■ **Problem statement**:
Please return every line in the following data that includes the string "John".
*** Opening Data to process ***
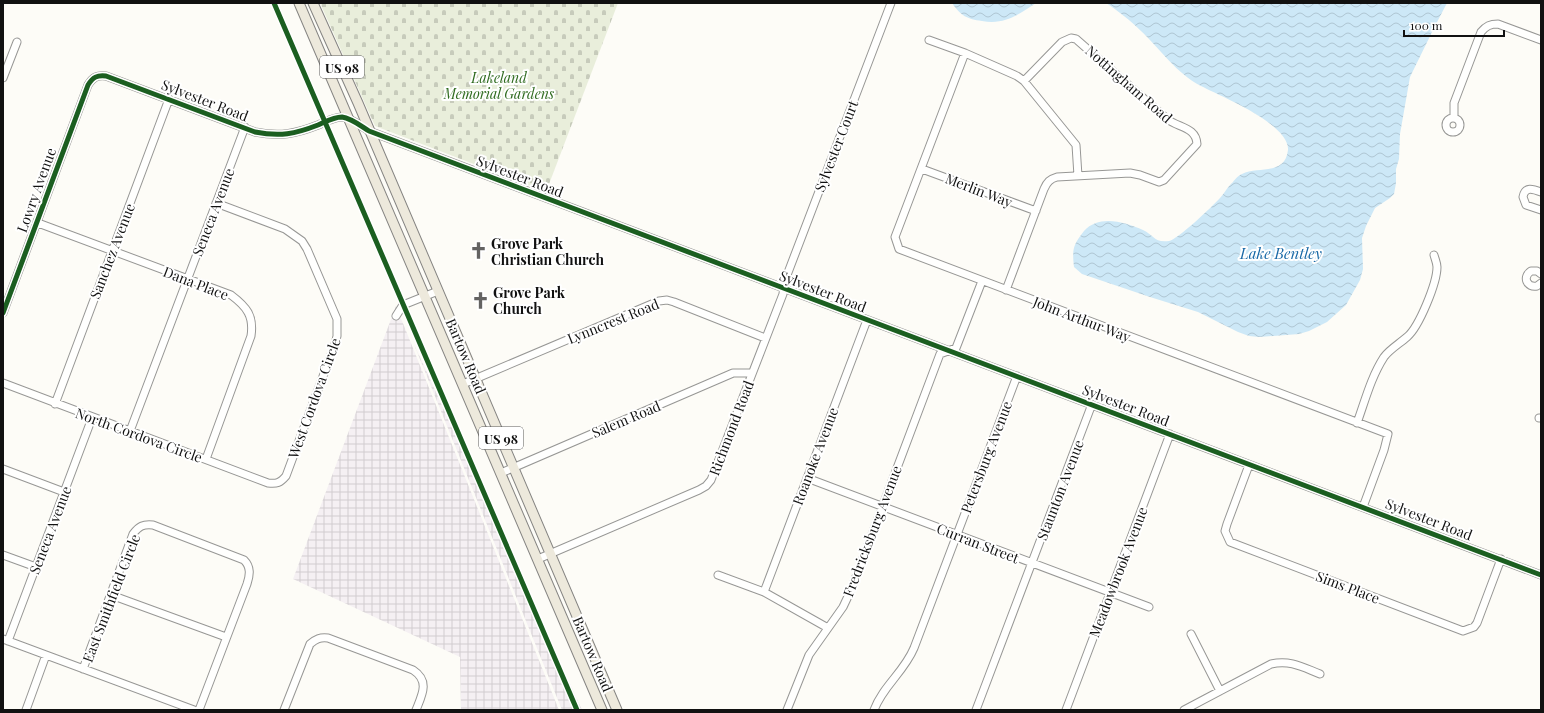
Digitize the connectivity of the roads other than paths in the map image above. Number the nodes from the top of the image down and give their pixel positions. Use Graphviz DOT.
graph roads {
  1 [pos="299,3"];
  2 [pos="313,3"];
  3 [pos="891,3"];
  4 [pos="930,40"];
  5 [pos="1541,40"];
  6 [pos="17,42"];
  7 [pos="965,54"];
  8 [pos="95,77"];
  9 [pos="3,78"];
  10 [pos="1024,81"];
  11 [pos="169,99"];
  12 [pos="1454,117"];
  13 [pos="350,119"];
  14 [pos="245,127"];
  15 [pos="369,131"];
  16 [pos="922,168"];
  17 [pos="1078,176"];
  18 [pos="1541,192"];
  19 [pos="216,203"];
  20 [pos="1541,210"];
  21 [pos="1036,211"];
  22 [pos="38,223"];
  23 [pos="112,251"];
  24 [pos="1434,255"];
  25 [pos="1541,274"];
  26 [pos="187,279"];
  27 [pos="982,281"];
  28 [pos="1541,284"];
  29 [pos="784,289"];
  30 [pos="1006,290"];
  31 [pos="438,291"];
  32 [pos="425,296"];
  33 [pos="3,313"];
  34 [pos="396,316"];
  35 [pos="867,320"];
  36 [pos="765,338"];
  37 [pos="948,351"];
  38 [pos="752,373"];
  39 [pos="1017,376"];
  40 [pos="475,378"];
  41 [pos="3,383"];
  42 [pos="463,384"];
  43 [pos="55,404"];
  44 [pos="1092,404"];
  45 [pos="92,418"];
  46 [pos="1357,423"];
  47 [pos="130,431"];
  48 [pos="1170,434"];
  49 [pos="206,459"];
  50 [pos="1249,465"];
  51 [pos="513,467"];
  52 [pos="3,469"];
  53 [pos="501,473"];
  54 [pos="807,478"];
  55 [pos="276,484"];
  56 [pos="64,492"];
  57 [pos="882,506"];
  58 [pos="1363,507"];
  59 [pos="957,535"];
  60 [pos="550,554"];
  61 [pos="3,555"];
  62 [pos="538,559"];
  63 [pos="1501,559"];
  64 [pos="1032,563"];
  65 [pos="36,567"];
  66 [pos="718,574"];
  67 [pos="1541,575"];
  68 [pos="764,592"];
  69 [pos="1111,593"];
  70 [pos="111,595"];
  71 [pos="1149,607"];
  72 [pos="828,628"];
  73 [pos="1191,634"];
  74 [pos="226,638"];
  75 [pos="5,640"];
  76 [pos="46,656"];
  77 [pos="83,669"];
  78 [pos="1320,674"];
  79 [pos="1220,691"];
  80 [pos="26,710"];
  81 [pos="194,710"];
  82 [pos="199,710"];
  83 [pos="284,710"];
  84 [pos="416,710"];
  85 [pos="602,710"];
  86 [pos="617,710"];
  87 [pos="787,710"];
  88 [pos="874,710"];
  89 [pos="976,710"];
  90 [pos="1066,710"];
  91 [pos="1184,710"];
  1 -- 13 [label="main road, Bartow Road / US 98"];
  2 -- 15 [label="main road, Bartow Road / US 98"];
  3 -- 29 [label="street, Sylvester Court"];
  4 -- 7 [label="street"];
  5 -- 12 [label="street"];
  6 -- 9 [label="street"];
  7 -- 10 [label="street"];
  7 -- 16 [label="street, John Arthur Way"];
  8 -- 11 [label="street, Sylvester Road"];
  8 -- 22 [label="street, Lowry Avenue"];
  10 -- 17 [label="street"];
  10 -- 17 [label="street, Nottingham Road"];
  11 -- 14 [label="street, Sylvester Road"];
  11 -- 23 [label="street, Sanchez Avenue"];
  13 -- 14 [label="street, Sylvester Road"];
  13 -- 15 [label="street, Sylvester Road"];
  13 -- 32 [label="main road, Bartow Road / US 98"];
  14 -- 19 [label="street, Seneca Avenue"];
  15 -- 29 [label="street, Sylvester Road"];
  15 -- 31 [label="main road, Bartow Road / US 98"];
  16 -- 21 [label="street, Merlin Way"];
  16 -- 27 [label="street, John Arthur Way"];
  17 -- 21 [label="street, Nottingham Road"];
  18 -- 20 [label="street"];
  19 -- 26 [label="street, Seneca Avenue"];
  19 -- 55 [label="street, West Cordova Circle"];
  21 -- 30 [label="street, Nottingham Road"];
  22 -- 23 [label="street, Dana Place"];
  22 -- 33 [label="street, Lowry Avenue"];
  23 -- 26 [label="street, Dana Place"];
  23 -- 43 [label="street, Sanchez Avenue"];
  24 -- 46 [label="street"];
  25 -- 28 [label="street"];
  26 -- 47 [label="street, Seneca Avenue"];
  26 -- 49 [label="street, Dana Place"];
  27 -- 30 [label="street, John Arthur Way"];
  27 -- 37 [label="street, Fredricksburg Avenue"];
  29 -- 35 [label="street, Sylvester Road"];
  29 -- 36 [label="street, Richmond Road"];
  30 -- 46 [label="street, John Arthur Way"];
  31 -- 32 [label="street"];
  31 -- 40 [label="main road, Bartow Road / US 98"];
  32 -- 34 [label="street"];
  32 -- 42 [label="main road, Bartow Road / US 98"];
  35 -- 37 [label="street, Sylvester Road"];
  35 -- 54 [label="street, Roanoke Avenue"];
  36 -- 38 [label="street, Richmond Road"];
  36 -- 40 [label="street, Lynncrest Road"];
  37 -- 39 [label="street, Sylvester Road"];
  37 -- 57 [label="street, Fredricksburg Avenue"];
  38 -- 51 [label="street, Salem Road"];
  38 -- 60 [label="street, Richmond Road"];
  39 -- 44 [label="street, Sylvester Road"];
  39 -- 59 [label="street, Petersburg Avenue"];
  40 -- 42 [label="street, Lynncrest Road"];
  40 -- 51 [label="main road, Bartow Road / US 98"];
  41 -- 43 [label="street, North Cordova Circle"];
  42 -- 53 [label="main road, Bartow Road / US 98"];
  43 -- 45 [label="street, North Cordova Circle"];
  44 -- 48 [label="street, Sylvester Road"];
  44 -- 64 [label="street, Staunton Avenue"];
  45 -- 47 [label="street, North Cordova Circle"];
  45 -- 56 [label="street, Seneca Avenue"];
  46 -- 58 [label="street, John Arthur Way"];
  47 -- 49 [label="street, North Cordova Circle"];
  48 -- 50 [label="street, Sylvester Road"];
  48 -- 69 [label="street, Meadowbrook Avenue"];
  49 -- 55 [label="street, North Cordova Circle"];
  50 -- 58 [label="street, Sylvester Road"];
  50 -- 63 [label="street, Sims Place"];
  51 -- 53 [label="street, Salem Road"];
  51 -- 60 [label="main road, Bartow Road / US 98"];
  52 -- 56 [label="street"];
  53 -- 62 [label="main road, Bartow Road / US 98"];
  54 -- 57 [label="street, Curran Street"];
  54 -- 68 [label="street, Roanoke Avenue"];
  56 -- 65 [label="street, Seneca Avenue"];
  57 -- 59 [label="street, Curran Street"];
  57 -- 72 [label="street, Fredricksburg Avenue"];
  58 -- 63 [label="street, Sylvester Road"];
  59 -- 64 [label="street, Curran Street"];
  59 -- 88 [label="street, Petersburg Avenue"];
  60 -- 62 [label="street, Richmond Road"];
  60 -- 86 [label="main road, Bartow Road / US 98"];
  61 -- 65 [label="street"];
  62 -- 85 [label="main road, Bartow Road / US 98"];
  63 -- 67 [label="street, Sylvester Road"];
  64 -- 69 [label="street, Curran Street"];
  64 -- 89 [label="street, Staunton Avenue"];
  65 -- 75 [label="street, Seneca Avenue"];
  66 -- 68 [label="street"];
  68 -- 72 [label="street"];
  69 -- 71 [label="street, Curran Street"];
  69 -- 90 [label="street, Meadowbrook Avenue"];
  70 -- 74 [label="street"];
  70 -- 74 [label="street, East Smithfield Circle"];
  70 -- 77 [label="street, East Smithfield Circle"];
  72 -- 87 [label="street, Fredricksburg Avenue"];
  73 -- 79 [label="street"];
  74 -- 82 [label="street"];
  75 -- 76 [label="street"];
  76 -- 77 [label="street"];
  76 -- 80 [label="street"];
  77 -- 81 [label="street"];
  78 -- 79 [label="street"];
  79 -- 91 [label="street"];
  83 -- 84 [label="street"];
}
*** Closing Data to process ***
■ **Task result**:
  7 -- 16 [label="street, John Arthur Way"];
  16 -- 27 [label="street, John Arthur Way"];
  27 -- 30 [label="street, John Arthur Way"];
  30 -- 46 [label="street, John Arthur Way"];
  46 -- 58 [label="street, John Arthur Way"];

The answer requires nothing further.